**ASSIGNMENT**
Only one number is wanted here: how many lines of the data hold "hand".

**EXERCISE DATA**
[Start of section]

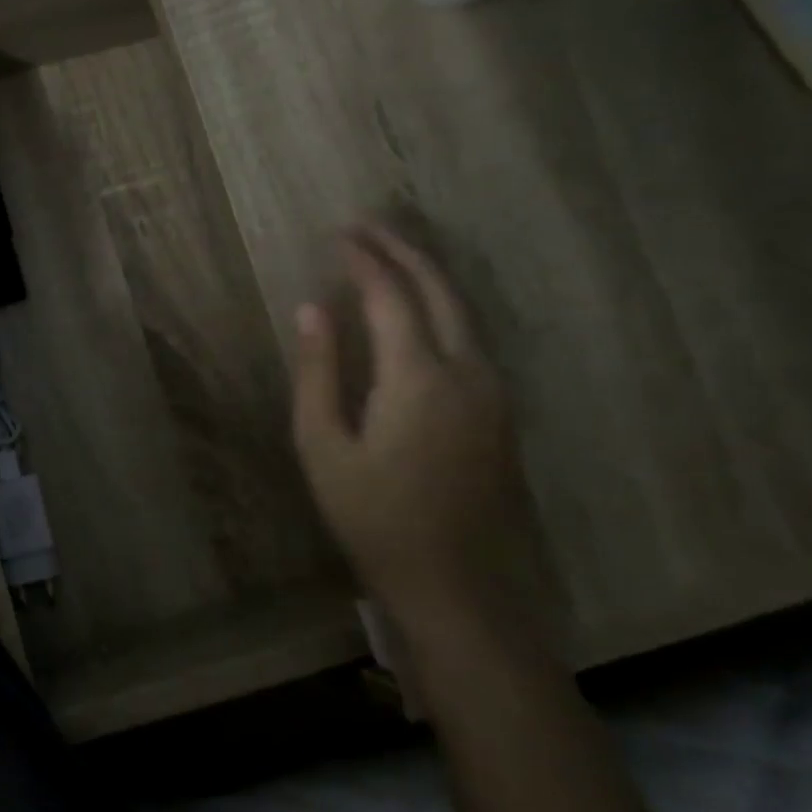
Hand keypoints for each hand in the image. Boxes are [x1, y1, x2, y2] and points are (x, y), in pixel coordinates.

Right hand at [291, 222, 532, 627]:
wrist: (454, 584)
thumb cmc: (372, 518)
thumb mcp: (323, 447)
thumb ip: (318, 372)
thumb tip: (312, 309)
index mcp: (418, 378)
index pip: (391, 297)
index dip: (363, 261)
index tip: (337, 235)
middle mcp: (468, 372)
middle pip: (440, 291)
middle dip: (403, 251)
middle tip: (367, 227)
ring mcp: (493, 392)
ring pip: (464, 312)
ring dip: (427, 276)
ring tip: (390, 256)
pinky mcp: (500, 413)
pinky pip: (472, 340)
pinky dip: (442, 309)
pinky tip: (420, 313)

[End of section]

**ANSWER BOX**
2